■ **EXERCISE AIM**: Could you copy every line of the data that contains "Strada"?

BEGIN MATERIAL SUPPLIED

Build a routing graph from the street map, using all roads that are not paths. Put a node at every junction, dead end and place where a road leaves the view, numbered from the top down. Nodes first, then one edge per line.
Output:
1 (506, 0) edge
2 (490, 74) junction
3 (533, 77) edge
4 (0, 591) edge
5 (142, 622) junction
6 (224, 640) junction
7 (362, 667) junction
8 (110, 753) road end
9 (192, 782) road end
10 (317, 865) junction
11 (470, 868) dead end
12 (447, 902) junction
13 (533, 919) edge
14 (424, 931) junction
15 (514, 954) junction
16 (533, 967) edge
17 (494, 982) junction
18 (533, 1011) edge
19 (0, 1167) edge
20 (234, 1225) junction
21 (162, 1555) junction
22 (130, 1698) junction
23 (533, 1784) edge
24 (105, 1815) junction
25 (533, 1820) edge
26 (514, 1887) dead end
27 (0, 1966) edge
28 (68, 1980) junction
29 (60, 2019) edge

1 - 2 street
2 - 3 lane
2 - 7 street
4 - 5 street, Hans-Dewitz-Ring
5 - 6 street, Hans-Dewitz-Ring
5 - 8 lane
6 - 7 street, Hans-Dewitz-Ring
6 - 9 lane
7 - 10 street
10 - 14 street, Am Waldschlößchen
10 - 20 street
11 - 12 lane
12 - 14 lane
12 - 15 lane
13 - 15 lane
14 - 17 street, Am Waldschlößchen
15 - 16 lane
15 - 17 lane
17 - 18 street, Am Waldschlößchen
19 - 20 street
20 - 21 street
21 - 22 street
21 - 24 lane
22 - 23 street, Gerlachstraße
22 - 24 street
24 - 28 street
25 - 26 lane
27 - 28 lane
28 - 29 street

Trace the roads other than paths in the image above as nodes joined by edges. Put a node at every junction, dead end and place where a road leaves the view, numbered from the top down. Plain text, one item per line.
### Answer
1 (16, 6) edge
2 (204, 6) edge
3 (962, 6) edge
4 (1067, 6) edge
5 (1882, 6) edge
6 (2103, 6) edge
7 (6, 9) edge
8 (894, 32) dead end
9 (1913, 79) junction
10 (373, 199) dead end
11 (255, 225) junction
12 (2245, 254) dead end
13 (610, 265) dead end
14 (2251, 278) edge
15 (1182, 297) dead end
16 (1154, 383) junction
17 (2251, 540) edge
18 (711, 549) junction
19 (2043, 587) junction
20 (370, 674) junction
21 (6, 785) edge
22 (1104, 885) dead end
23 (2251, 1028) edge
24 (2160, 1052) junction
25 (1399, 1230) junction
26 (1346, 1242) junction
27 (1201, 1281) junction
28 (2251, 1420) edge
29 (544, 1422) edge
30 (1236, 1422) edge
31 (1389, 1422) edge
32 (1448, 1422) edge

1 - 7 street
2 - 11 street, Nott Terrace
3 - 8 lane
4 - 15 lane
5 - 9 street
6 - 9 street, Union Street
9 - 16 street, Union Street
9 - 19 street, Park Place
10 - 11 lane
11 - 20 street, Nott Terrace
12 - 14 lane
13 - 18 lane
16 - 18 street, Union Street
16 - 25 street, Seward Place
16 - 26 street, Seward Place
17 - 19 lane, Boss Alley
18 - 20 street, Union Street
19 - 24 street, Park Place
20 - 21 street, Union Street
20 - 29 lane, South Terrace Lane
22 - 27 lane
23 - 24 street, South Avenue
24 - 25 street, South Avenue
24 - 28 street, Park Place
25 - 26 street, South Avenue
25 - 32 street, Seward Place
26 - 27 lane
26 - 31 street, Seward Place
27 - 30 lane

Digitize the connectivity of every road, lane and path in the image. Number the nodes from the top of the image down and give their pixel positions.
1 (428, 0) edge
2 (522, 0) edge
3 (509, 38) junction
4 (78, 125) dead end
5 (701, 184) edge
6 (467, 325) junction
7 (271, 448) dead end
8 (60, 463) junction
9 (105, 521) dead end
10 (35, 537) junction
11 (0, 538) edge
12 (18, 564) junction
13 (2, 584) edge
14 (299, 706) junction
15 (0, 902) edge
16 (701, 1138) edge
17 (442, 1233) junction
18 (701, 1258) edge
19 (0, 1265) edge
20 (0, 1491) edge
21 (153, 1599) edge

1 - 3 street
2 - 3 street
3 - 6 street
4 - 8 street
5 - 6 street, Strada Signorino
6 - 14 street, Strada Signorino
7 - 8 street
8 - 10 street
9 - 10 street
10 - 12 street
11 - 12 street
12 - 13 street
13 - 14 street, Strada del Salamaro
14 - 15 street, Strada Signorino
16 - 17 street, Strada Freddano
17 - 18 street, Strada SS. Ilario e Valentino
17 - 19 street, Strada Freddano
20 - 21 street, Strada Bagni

END MATERIAL SUPPLIED

■ **EXERCISE RESULT**:
5 - 6 street, Strada Signorino
6 - 14 street, Strada Signorino
13 - 14 street, Strada del Salamaro
14 - 15 street, Strada Signorino
16 - 17 street, Strada Freddano
17 - 18 street, Strada SS. Ilario e Valentino
17 - 19 street, Strada Freddano
20 - 21 street, Strada Bagni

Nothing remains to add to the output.